All the way through the Sandy Desert, I thought about my three young daughters Lucy, Natalie and Layla back home in Nova Scotia. But in my mind’s eye, I couldn’t erase the visual of Graham’s two children, Vikki, 7, and Andrew, 4, hugging their daddy goodbye at the start line. Their skinny outstretched arms reaching for one more embrace before we headed off. I envisioned that scene many times… when an ominous speck on the horizon grew into an approaching vehicle, when we detoured around blasted-out bridges.
But we made it through the Desert without incident. It took three days to get through Pakistan to New Delhi, India. On the second day, the road was so rough it took 17 hours to cover just 600 kilometres. Then it was floods in Multan, bribes to get us out of Pakistan and an 11-hour night drive along India’s Grand Trunk Road that would have made anyone’s hair stand on end. We arrived in New Delhi at three in the morning, maneuvering through a smoggy, ragged fog.
The 2,300-kilometre drive from New Delhi to Chennai (formerly Madras), on the Bay of Bengal in southeast India, was one tough drive. Colin woke up feeling sick in New Delhi and got progressively worse. South of Agra, home of the wondrous Taj Mahal, navigating got complicated. Most of the road signs were in the local script so we couldn’t decipher the alphabet, let alone the words. At one point, a crowd surrounded the car, some banging on the windows with their fists.
The road eventually deteriorated into one lane of pot-holed asphalt. Towns and villages were jammed with creeping trucks carrying huge papier mâché statues of the ten-armed goddess, Durga. Since Durga had the main roads blocked, we had to find alternate routing through back streets, back yards even. As we worked our way south, we saw people dumping her likenesses into lakes and rivers. It was a night I will never forget.
We drove all the next day and into the night along roads choked with chaotic traffic. A car once in a while but mostly trucks, big grotesque ones. Some had one light, some had none. Few had all their lights. But one thing was for certain, any truck with lights had the high beams staring right into our bloodshot eyes.
It had been 36 hours since we left New Delhi and Colin’s condition had degenerated to a point where he was virtually helpless. It was very quiet in the backseat where he was laid out except for a guttural moan whenever Graham or I hit a pothole.

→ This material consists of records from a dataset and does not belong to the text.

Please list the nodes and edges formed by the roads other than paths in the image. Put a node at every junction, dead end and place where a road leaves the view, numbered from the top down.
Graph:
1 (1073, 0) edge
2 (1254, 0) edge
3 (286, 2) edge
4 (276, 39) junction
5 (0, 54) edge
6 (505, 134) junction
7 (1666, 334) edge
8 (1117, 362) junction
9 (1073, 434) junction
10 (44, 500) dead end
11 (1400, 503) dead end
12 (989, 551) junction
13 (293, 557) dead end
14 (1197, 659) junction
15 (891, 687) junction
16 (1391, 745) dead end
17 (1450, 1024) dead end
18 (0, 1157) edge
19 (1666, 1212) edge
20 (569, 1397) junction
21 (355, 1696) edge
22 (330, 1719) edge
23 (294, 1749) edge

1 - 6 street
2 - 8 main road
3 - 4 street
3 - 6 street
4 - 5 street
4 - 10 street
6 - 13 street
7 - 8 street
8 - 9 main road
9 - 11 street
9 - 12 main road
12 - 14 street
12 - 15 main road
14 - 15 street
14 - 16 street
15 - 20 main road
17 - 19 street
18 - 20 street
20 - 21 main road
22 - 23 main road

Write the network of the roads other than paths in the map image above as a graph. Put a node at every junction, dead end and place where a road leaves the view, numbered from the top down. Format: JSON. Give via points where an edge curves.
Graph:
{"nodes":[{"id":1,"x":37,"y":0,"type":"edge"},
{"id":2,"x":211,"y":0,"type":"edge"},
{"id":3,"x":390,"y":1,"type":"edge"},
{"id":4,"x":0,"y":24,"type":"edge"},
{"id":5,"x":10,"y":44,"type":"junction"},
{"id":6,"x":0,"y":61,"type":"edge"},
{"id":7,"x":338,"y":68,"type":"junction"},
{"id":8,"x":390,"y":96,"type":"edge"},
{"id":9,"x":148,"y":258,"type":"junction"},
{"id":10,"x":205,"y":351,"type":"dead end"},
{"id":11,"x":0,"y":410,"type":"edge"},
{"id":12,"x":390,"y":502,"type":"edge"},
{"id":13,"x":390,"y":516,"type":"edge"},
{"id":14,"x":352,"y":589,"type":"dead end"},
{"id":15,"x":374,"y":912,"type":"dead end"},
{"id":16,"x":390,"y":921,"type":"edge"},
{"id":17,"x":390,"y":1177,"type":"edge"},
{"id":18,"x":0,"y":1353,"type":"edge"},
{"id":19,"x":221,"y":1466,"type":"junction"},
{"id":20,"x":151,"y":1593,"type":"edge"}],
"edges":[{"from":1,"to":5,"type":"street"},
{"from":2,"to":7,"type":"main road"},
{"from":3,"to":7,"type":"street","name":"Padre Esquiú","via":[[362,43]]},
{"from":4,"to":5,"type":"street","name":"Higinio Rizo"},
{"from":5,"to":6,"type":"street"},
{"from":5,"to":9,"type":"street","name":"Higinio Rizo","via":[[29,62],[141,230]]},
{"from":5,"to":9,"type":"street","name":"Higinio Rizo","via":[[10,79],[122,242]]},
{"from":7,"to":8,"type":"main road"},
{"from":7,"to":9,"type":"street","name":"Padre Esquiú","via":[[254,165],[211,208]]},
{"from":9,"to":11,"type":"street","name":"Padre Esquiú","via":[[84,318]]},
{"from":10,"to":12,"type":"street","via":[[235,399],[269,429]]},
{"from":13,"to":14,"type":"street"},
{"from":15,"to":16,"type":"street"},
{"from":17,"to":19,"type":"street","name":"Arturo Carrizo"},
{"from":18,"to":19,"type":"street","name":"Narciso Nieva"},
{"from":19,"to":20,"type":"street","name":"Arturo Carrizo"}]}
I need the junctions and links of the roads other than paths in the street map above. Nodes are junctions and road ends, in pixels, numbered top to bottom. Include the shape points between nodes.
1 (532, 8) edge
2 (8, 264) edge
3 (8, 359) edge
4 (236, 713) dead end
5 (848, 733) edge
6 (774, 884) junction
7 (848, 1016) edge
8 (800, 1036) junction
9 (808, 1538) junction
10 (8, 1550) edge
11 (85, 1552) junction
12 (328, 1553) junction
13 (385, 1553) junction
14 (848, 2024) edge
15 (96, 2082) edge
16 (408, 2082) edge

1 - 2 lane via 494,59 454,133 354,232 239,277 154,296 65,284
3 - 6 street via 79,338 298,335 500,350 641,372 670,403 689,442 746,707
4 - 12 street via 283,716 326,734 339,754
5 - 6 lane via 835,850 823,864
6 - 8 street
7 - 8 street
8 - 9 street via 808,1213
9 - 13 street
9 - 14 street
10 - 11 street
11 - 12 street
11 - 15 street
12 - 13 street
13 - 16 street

We finally reached Chennai 11 days, 21 hours and 25 minutes after leaving London… five minutes ahead of our self-imposed schedule. We were tired, filthy and Colin was a mess, but we were ecstatic to have reached the end of the first leg in our bid to drive around the world.
For the next two days, Graham checked over the Frontera, Colin recovered at the hotel and I dealt with the Indian bureaucracy. It was rubber-stamp madness as a shipping agent paraded me and a mountain of blurry documents around the port of Chennai. The place looked more like a landfill operation than a major international shipping centre. When word got around about where we had been, the directors of both the Customs and Security departments got involved.
With our papers in order, I drove the Frontera into a well-used six-metre-long container. A giant forklift loaded the container onto a flatbed truck for transport across the port to the ship. In three weeks, our truck would be in Perth, on Australia’s west coast.
Black clouds had filled the sky while craggy forks of lightning danced along the horizon. The humidity was outrageous.
“You were lucky to get to Chennai when you did, Mister Garry,” the Customs official warned.
“Why’s that?” I choked. Billowing dust was making it hard to breath.
“Monsoons — they’re late this year.” He pulled a wax customs seal out of his pocket. “If they had been on time, you would never have gotten through central India.”
Then, as he clamped the seal on the container door, the sky opened up and the monsoons were upon us.